*** Block opens ***
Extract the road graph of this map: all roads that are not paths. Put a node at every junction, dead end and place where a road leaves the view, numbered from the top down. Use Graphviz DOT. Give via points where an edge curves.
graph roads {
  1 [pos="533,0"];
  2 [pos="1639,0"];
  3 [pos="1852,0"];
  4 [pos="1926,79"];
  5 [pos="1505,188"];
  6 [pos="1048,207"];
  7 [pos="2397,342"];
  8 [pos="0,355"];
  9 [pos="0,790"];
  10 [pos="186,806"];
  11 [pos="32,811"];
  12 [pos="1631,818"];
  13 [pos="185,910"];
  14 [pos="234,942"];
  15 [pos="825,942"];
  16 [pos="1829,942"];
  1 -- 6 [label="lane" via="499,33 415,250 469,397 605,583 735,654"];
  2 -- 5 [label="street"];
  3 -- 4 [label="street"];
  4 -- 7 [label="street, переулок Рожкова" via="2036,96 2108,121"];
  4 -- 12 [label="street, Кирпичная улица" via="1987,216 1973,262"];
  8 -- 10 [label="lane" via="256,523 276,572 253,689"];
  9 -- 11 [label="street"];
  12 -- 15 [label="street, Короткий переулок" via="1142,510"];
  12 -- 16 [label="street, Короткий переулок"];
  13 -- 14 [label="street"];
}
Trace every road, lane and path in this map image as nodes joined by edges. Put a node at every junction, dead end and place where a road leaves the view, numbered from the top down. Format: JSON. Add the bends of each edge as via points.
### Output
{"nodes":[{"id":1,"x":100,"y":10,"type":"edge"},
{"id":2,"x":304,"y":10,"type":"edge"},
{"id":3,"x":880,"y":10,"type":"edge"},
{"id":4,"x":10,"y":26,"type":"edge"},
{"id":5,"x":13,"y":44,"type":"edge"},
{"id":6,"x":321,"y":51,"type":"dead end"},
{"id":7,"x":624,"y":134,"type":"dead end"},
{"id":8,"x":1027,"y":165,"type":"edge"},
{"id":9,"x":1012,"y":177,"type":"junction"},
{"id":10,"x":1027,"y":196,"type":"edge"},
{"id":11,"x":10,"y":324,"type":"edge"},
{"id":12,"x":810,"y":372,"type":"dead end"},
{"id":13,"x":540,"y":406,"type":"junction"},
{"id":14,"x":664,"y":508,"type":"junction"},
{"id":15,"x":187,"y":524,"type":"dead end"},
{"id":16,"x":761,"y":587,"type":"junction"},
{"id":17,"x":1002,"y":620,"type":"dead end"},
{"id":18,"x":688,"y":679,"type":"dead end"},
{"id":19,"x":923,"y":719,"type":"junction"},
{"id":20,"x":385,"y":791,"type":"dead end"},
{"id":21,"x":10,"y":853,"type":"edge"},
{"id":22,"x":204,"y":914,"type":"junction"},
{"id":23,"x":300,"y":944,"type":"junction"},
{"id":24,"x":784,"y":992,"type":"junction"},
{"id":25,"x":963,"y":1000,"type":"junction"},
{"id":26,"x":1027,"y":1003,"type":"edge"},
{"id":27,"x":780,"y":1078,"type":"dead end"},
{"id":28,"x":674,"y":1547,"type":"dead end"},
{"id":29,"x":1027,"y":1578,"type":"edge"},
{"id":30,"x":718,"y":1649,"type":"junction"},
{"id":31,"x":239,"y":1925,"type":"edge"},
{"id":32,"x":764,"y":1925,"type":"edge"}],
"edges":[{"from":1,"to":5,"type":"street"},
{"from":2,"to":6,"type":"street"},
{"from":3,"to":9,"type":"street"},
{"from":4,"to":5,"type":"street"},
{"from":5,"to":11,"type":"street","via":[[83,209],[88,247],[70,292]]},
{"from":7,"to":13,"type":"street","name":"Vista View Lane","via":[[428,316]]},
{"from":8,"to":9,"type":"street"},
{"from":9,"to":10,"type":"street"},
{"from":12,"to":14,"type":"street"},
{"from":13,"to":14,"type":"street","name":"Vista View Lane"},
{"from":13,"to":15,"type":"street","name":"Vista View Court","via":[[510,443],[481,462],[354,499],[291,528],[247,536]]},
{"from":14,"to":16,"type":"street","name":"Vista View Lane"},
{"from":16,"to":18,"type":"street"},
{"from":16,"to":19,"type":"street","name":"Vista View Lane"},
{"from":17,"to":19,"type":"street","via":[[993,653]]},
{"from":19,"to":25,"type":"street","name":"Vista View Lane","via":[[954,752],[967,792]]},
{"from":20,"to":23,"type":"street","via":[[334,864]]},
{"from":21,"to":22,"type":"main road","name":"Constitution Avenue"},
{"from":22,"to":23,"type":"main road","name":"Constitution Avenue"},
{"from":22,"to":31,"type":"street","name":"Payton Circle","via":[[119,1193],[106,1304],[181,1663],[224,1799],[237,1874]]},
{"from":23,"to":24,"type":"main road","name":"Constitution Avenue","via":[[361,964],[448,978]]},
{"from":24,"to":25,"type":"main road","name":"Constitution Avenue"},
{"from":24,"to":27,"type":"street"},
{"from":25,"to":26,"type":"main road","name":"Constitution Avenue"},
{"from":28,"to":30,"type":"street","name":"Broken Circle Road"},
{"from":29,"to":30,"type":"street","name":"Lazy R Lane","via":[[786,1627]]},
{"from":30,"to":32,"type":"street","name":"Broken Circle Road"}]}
*** Block closes ***
Task statement
For each line shown above, write an exact copy.

Expected answer
Extract the road graph of this map: all roads that are not paths. Put a node at every junction, dead end and place where a road leaves the view, numbered from the top down. Use Graphviz DOT. Give via points where an edge curves.
graph roads {
  1 [pos="533,0"];
  2 [pos="1639,0"];
  3 [pos="1852,0"];
  4 [pos="1926,79"];
  5 [pos="1505,188"];
  6 [pos="1048,207"];
  7 [pos="2397,342"];
  8 [pos="0,355"];
  9 [pos="0,790"];
  10 [pos="186,806"];
  11 [pos="32,811"];
  12 [pos="1631,818"];
  13 [pos="185,910"];
  14 [pos="234,942"];
  15 [pos="825,942"];
  16 [pos="1829,942"];
  1 -- 6 [label="lane" via="499,33 415,250 469,397 605,583 735,654"];
  2 -- 5 [label="street"];
  3 -- 4 [label="street"];
  4 -- 7 [label="street, переулок Рожкова" via="2036,96 2108,121"];
  4 -- 12 [label="street, Кирпичная улица" via="1987,216 1973,262"];
  8 -- 10 [label="lane" via="256,523 276,572 253,689"];
  9 -- 11 [label="street"];
  12 -- 15 [label="street, Короткий переулок" via="1142,510"];
  12 -- 16 [label="street, Короткий переулок"];
  13 -- 14 [label="street"];
}
Trace every road, lane and path in this map image as nodes joined by edges. Put a node at every junction, dead end and place where a road leaves the view, numbered from the top down. Format: JSON. Add the bends of each edge as via points.
### Output
{"nodes":[{"id":1,"x":100,"y":10,"type":"edge"},
{"id":2,"x":304,"y":10,"type":"edge"},
{"id":3,"x":880,"y":10,"type":"edge"},
{"id":4,"x":10,"y":26,"type":"edge"},
{"id":5,"x":13,"y":44,"type":"edge"},
{"id":6,"x":321,"y":51,"type":"dead end"},
{"id":7,"x":624,"y":134,"type":"dead end"},
{"id":8,"x":1027,"y":165,"type":"edge"},
{"id":9,"x":1012,"y":177,"type":"junction"},
{"id":10,"x":1027,"y":196,"type":"edge"},
{"id":11,"x":10,"y":324,"type":"edge"},
{"id":12,"x":810,"y":372,"type":"dead end"},
{"id":13,"x":540,"y":406,"type":"junction"},
{"id":14,"x":664,"y":508,"type":"junction"},
{"id":15,"x":187,"y":524,"type":"dead end"},
{"id":16,"x":761,"y":587,"type":"junction"},
{"id":17,"x":1002,"y":620,"type":"dead end"},
{"id":18,"x":688,"y":679,"type":"dead end"},
{"id":19,"x":923,"y":719,"type":"junction"},
{"id":20,"x":385,"y":791,"type":"dead end"},
{"id":21,"x":10,"y":853,"type":"edge"},
{"id":22,"x":204,"y":914,"type":"junction"},
{"id":23,"x":300,"y":944,"type":"junction"},
{"id":24,"x":784,"y":992,"type":"junction"},
{"id":25,"x":963,"y":1000,"type":"junction"},
{"id":26,"x":1027,"y":1003,"type":"edge"},
{"id":27,"x":780,"y":1078,"type":"dead end"},
{"id":28,"x":674,"y":1547,"type":"dead end"},
{"id":29,"x":1027,"y":1578,"type":"edge"},
{"id":30,"x":718,"y":1649,"type":"junction"},
{"id":31,"x":239,"y":1925,"type":"edge"},
{"id":32,"x":764,"y":1925,"type":"edge"}],
"edges":[{"from":1,"to":5,"type":"street"},
{"from":2,"to":6,"type":"street"},
{"from":3,"to":9,"type":"street"},
{"from":4,"to":5,"type":"street"},
{"from":5,"to":11,"type":"street","via":[[83,209],[88,247],[70,292]]},
{"from":7,"to":13,"type":"street","name":"Vista View Lane","via":[[428,316]]},
{"from":8,"to":9,"type":"street"},
{"from":9,"to":10,"type":"street"},
{"from":12,"to":14,"type":"street"},
{"from":13,"to":14,"type":"street","name":"Vista View Lane"},
{"from":13,"to":15,"type":"street","name":"Vista View Court","via":[[510,443],[481,462],[354,499],[291,528],[247,536]]},
{"from":14,"to":16,"type":"street","name":"Vista View Lane"},
{"from":16,"to":18,"type":"street"},
{"from":16,"to":19,"type":"street","name":"Vista View Lane"},
{"from":17,"to":19,"type":"street","via":[[993,653]]},
{"from":19,"to":25,"type":"street","name":"Vista View Lane","via":[[954,752],[967,792]]},
{"from":20,"to":23,"type":"street","via":[[334,864]]},
{"from":21,"to":22,"type":"main road","name":"Constitution Avenue"},
{"from":22,"to":23,"type":"main road","name":"Constitution Avenue"},
{"from":22,"to":31,"type":"street","name":"Payton Circle","via":[[119,1193],[106,1304],[181,1663],[224,1799],[237,1874]]},
{"from":23,"to":24,"type":"main road","name":"Constitution Avenue","via":[[361,964],[448,978]]},
{"from":24,"to":25,"type":"main road","name":"Constitution Avenue"},
{"from":24,"to":27,"type":"street"},
{"from":25,"to":26,"type":"main road","name":"Constitution Avenue"},
{"from":28,"to":30,"type":"street","name":"Broken Circle Road"},
{"from":29,"to":30,"type":"street","name":"Lazy R Lane","via":[[786,1627]]},
{"from":30,"to":32,"type":"street","name":"Broken Circle Road"}]}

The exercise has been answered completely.